Troops like these members of the 82nd Airborne Division in Afghanistan are leery of sharing mental-health problems they may be having with their commanders.

I am continuing the discussion about ethical issues associated with the military’s treatment of post-traumatic stress disorder and traumatic brain injury, with a focus on a perennial hot topic: confidentiality.

Or what commander need to know about the medical status of one of their troops.

The suicide of Specialist Mikayla Bragg in Afghanistan 10 months ago highlighted the challenges of determining what information should be shared, and with whom.

Apparently, according to news reports, she had a history of prior suicidal ideation and attempt. She had a long inpatient stay in the hospital at Fort Knox, Ky. However, she wanted very much to deploy. The available portions of the investigations suggest that her prior psychiatric history was not shared with her unit, or mental-health providers, in Afghanistan.

This case illustrates the dilemmas on deciding what information should be shared with command. By commanders, I mean the commanding officer of a company (usually a captain in the Army), or others up the chain of command.

Protected health information is not supposed to be shared with commanders.

However they do need to know if a service member is not able to do the mission, not able to deploy, and whether they are fit for duty.

If a Soldier has a broken leg, he or she cannot go on the mission or the deployment. Command needs to know. That is obvious.

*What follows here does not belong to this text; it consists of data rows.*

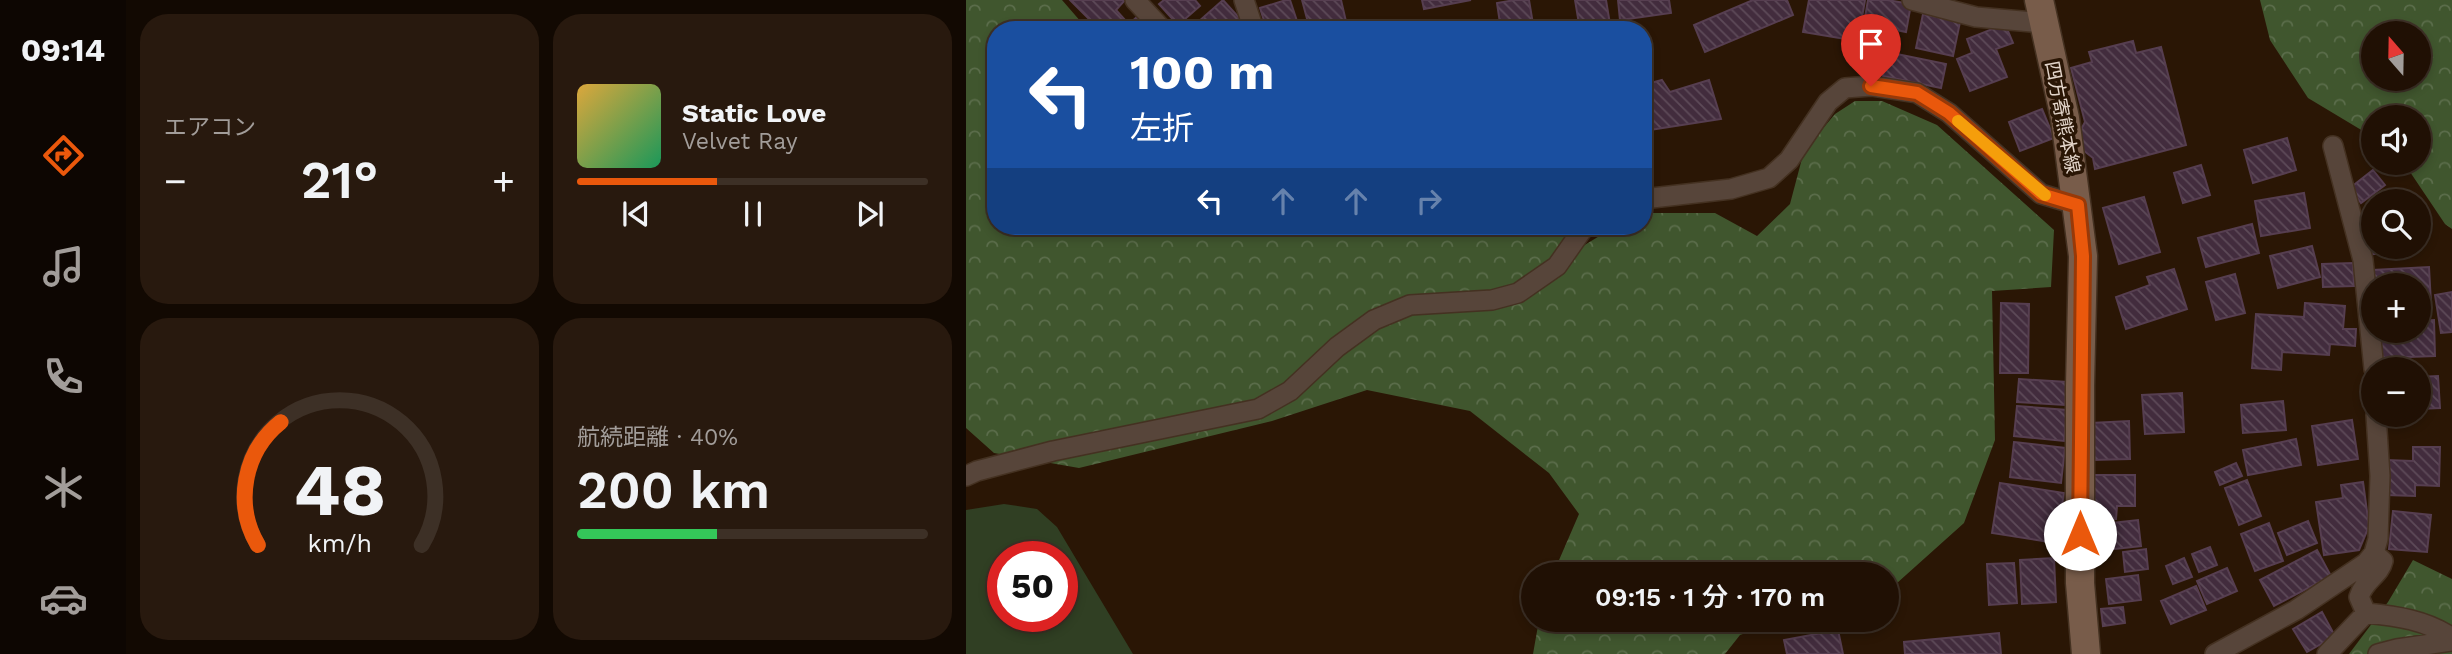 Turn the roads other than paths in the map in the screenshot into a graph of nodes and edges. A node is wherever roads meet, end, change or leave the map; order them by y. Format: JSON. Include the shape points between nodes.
{"nodes":[{"id":1,"x":1136,"y":0,"type":"edge"},
{"id":2,"x":1244,"y":0,"type":"edge"},
{"id":3,"x":1912,"y":0,"type":"edge"},
{"id":4,"x":2041,"y":11,"type":"edge"},
{"id":5,"x":1155,"y":21,"type":"edge"},
{"id":6,"x":1251,"y":21,"type":"edge"},
{"id":7,"x":2333,"y":146,"type":"dead end"},
{"id":8,"x":1652,"y":198,"type":"edge"},
{"id":9,"x":2078,"y":205,"type":"junction"},
{"id":10,"x":1579,"y":235,"type":"edge"},
{"id":11,"x":2373,"y":357,"type":"edge"},
{"id":12,"x":2376,"y":427,"type":"edge"},
{"id":13,"x":966,"y":476,"type":"edge"},
{"id":14,"x":2374,"y":553,"type":"junction"},
{"id":15,"x":2366,"y":613,"type":"junction"},
{"id":16,"x":2452,"y":640,"type":"edge"},
{"id":17,"x":2086,"y":654,"type":"edge"},
{"id":18,"x":2215,"y":654,"type":"edge"},
{"id":19,"x":2326,"y":654,"type":"edge"},
{"id":20,"x":2378,"y":654,"type":"edge"}],
"edges":[{"from":1,"to":5,"type":"street"},
{"from":2,"to":6,"type":"street"},
{"from":3,"to":4,"type":"street","via":[[1976,17]]},
{"from":4,"to":9,"type":"main road","name":"四方寄熊本線","via":[[2065,118]]},
{"from":7,"to":11,"type":"street","via":[[2363,260]]},
{"from":8,"to":9,"type":"street","via":[[1731,190],[1769,178],[1789,160],[1828,102],[1845,88],[1871,86],[1917,93],[1949,113],[2041,194]]},
{"from":9,"to":17,"type":"main road","name":"四方寄熊本線","via":[[2083,256],[2080,583]]},
{"from":10,"to":13,"type":"street","via":[[1557,266],[1518,293],[1492,300],[1410,305],[1374,320],[1290,391],[1258,409],[1053,451]]},
{"from":12,"to":14,"type":"street","via":[[2379,489]]},
{"from":14,"to":15,"type":"street","via":[[2383,561],[2381,567],[2362,585],[2358,597]]},
{"from":14,"to":18,"type":"street","via":[[2296,610]]},
{"from":15,"to":16,"type":"street","via":[[2401,616],[2442,631]]},
{"from":15,"to":19,"type":"street"},
{"from":16,"to":20,"type":"street"}]}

If she is pregnant, command needs to know. Pregnant women should not be exposed to petroleum or other potentially toxic fumes, have modified physical fitness training, and are not allowed to deploy.

But here comes the grey area. If a Soldier has a history of PTSD or of suicidal ideation, does command need to know?

The command always says yes: “I want to care for my Soldier, and I need to know about their issues, so that I can look out for them,” the commander will insist.

The Soldier always (almost) says no: “I want to stay on active duty and get promoted.” The last thing they want is to have their command informed about their vulnerabilities, including PTSD, depression and substance abuse.

The current reality is that that if they display those weaknesses, they are not likely to stay in the military. This is a down-sizing Army, and those who go to the doctors frequently, and/or cannot deploy because of emotional problems, are not likely to be allowed to remain in uniform, at least on active duty.

I know that the Defense Department is saying that seeking help is a sign of strength. But that does not resonate with the young enlisted Soldier who wants to get promoted. He or she has heard enough tales about those who have been sent to mental health.

The military has been grappling with this issue for many years. There have been several policies and Department of Defense instructions to try to sharpen the lines about what command need to know. But, as illustrated by this sad case, it remains murky.

As usual, with ethical dilemmas, there are few bright lines—or else it would not be an ethical dilemma! But surfacing, and talking about, such sticky issues always helps.